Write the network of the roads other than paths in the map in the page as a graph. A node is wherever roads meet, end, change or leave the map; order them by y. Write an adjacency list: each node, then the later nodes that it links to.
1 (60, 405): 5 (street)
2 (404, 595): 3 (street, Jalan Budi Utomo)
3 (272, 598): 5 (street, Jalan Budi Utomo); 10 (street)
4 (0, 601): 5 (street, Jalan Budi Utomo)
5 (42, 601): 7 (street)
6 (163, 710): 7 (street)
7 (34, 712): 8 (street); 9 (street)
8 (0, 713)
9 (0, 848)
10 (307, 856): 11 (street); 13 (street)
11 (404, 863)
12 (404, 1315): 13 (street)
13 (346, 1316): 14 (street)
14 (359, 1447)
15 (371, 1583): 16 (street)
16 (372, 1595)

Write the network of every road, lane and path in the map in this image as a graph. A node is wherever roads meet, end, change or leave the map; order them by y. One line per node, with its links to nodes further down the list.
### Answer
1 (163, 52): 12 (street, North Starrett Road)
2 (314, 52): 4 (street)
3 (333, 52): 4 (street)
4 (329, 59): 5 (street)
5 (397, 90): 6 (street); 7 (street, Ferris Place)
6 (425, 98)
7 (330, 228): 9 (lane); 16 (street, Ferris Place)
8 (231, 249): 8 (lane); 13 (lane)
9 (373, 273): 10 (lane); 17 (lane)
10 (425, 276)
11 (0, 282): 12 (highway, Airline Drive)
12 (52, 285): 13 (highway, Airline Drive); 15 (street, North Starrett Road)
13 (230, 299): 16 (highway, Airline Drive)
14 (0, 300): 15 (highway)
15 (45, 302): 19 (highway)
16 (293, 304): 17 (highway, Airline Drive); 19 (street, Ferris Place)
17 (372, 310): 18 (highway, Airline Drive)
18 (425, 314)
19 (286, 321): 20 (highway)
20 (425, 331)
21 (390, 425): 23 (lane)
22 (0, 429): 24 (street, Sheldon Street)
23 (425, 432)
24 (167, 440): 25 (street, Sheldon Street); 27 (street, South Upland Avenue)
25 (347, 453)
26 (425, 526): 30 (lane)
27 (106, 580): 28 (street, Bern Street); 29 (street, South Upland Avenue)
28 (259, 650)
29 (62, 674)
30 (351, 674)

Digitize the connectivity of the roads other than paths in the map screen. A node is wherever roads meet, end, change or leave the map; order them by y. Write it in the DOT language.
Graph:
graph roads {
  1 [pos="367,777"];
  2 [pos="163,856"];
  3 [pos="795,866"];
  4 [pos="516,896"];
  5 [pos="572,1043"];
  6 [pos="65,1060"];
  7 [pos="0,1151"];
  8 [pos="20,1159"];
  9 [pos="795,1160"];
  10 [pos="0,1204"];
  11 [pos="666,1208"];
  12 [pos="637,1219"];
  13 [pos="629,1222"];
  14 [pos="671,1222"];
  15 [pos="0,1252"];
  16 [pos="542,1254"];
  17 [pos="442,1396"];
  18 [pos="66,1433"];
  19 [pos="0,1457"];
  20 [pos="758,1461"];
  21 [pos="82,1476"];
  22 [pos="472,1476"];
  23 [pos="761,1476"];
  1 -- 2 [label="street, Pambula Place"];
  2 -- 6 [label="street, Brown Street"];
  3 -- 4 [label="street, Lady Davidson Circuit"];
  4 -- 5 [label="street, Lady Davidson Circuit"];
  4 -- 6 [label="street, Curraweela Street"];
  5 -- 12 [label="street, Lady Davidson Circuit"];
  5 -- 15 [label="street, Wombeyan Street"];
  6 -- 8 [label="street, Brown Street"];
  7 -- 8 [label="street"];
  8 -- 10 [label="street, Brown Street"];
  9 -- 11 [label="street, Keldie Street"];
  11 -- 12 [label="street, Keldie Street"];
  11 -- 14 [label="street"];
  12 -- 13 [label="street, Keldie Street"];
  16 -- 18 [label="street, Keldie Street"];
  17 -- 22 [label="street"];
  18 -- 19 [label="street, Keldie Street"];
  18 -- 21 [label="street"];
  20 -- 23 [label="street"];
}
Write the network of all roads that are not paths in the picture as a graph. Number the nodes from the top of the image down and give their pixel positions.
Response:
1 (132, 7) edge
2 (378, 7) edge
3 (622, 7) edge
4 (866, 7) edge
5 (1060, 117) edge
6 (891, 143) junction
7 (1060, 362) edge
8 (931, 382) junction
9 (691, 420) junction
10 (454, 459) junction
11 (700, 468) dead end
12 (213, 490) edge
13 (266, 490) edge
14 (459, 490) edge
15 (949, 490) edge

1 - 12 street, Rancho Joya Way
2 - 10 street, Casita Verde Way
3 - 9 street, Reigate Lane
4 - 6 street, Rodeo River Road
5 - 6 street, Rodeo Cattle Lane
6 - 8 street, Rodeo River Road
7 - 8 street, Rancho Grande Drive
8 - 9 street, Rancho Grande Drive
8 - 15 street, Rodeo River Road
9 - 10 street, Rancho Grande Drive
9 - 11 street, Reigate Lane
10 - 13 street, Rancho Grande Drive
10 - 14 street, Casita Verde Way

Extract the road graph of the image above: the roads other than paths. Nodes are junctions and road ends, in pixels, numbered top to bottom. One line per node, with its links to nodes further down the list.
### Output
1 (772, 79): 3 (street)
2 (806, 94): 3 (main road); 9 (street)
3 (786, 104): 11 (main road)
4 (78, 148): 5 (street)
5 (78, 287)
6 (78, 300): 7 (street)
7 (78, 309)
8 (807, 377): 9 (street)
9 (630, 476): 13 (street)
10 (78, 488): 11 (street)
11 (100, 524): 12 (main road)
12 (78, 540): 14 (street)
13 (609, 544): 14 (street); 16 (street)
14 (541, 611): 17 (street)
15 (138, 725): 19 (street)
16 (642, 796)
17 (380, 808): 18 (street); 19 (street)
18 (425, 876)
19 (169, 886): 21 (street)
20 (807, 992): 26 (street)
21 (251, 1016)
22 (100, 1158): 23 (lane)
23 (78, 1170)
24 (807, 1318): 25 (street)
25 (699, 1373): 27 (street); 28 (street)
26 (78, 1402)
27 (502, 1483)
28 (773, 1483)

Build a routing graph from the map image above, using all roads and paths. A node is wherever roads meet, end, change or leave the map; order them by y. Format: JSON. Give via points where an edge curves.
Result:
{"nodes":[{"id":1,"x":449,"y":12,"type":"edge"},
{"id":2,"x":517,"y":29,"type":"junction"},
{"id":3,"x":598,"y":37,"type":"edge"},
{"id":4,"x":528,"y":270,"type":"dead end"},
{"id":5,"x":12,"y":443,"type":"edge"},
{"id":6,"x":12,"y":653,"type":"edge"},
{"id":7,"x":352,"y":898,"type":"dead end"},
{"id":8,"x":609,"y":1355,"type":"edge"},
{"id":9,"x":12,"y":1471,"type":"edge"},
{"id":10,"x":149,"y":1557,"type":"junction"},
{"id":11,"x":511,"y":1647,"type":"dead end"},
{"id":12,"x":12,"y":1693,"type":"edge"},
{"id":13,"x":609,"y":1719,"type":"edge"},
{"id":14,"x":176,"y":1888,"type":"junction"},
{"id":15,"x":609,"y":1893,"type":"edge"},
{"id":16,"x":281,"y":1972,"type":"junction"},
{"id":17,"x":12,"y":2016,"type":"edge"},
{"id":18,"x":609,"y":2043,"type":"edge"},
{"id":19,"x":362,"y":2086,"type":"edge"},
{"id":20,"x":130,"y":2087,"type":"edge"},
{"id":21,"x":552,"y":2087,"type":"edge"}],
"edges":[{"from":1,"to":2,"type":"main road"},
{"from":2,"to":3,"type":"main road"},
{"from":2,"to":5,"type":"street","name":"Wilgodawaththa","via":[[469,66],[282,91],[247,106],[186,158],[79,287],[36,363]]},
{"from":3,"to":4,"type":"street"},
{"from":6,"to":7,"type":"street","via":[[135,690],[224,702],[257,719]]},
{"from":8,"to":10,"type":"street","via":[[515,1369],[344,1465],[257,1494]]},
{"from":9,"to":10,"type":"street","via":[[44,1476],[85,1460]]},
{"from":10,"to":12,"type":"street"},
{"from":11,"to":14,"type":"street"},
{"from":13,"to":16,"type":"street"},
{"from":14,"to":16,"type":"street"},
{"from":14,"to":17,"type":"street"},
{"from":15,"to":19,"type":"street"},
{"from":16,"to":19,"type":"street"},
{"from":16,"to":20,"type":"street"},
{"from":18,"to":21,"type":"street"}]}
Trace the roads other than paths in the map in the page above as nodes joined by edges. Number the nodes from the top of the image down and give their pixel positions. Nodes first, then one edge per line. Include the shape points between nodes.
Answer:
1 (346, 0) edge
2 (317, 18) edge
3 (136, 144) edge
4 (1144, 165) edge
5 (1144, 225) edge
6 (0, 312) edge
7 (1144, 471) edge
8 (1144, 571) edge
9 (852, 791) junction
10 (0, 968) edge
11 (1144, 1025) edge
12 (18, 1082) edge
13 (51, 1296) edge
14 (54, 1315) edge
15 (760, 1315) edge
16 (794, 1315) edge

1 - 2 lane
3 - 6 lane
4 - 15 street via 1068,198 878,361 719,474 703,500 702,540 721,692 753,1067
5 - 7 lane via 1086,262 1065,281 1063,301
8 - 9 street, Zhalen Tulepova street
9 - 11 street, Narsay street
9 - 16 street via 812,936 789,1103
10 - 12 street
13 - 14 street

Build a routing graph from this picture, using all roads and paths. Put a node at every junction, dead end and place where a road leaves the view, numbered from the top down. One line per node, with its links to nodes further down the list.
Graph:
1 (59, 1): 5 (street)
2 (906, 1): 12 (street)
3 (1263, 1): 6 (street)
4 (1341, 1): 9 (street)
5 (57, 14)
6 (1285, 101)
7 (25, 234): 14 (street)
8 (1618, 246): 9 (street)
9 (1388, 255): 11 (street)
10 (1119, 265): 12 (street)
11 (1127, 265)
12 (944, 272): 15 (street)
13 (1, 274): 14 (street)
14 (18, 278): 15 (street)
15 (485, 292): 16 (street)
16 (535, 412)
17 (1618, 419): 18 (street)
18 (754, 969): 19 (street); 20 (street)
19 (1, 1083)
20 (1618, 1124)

******

WORK TO BE COMPLETED:
Where does the word "above" show up in the material? Copy out each line that has it.

ANSWER FOR THIS EXERCISE:
Extract the road graph of the image above: the roads other than paths. Nodes are junctions and road ends, in pixels, numbered top to bottom. One line per node, with its links to nodes further down the list.
Build a routing graph from the map image above, using all roads and paths. A node is wherever roads meet, end, change or leave the map; order them by y. Format: JSON. Give via points where an edge curves.
Trace the roads other than paths in the map in the page above as nodes joined by edges. Number the nodes from the top of the image down and give their pixel positions. Nodes first, then one edge per line. Include the shape points between nodes.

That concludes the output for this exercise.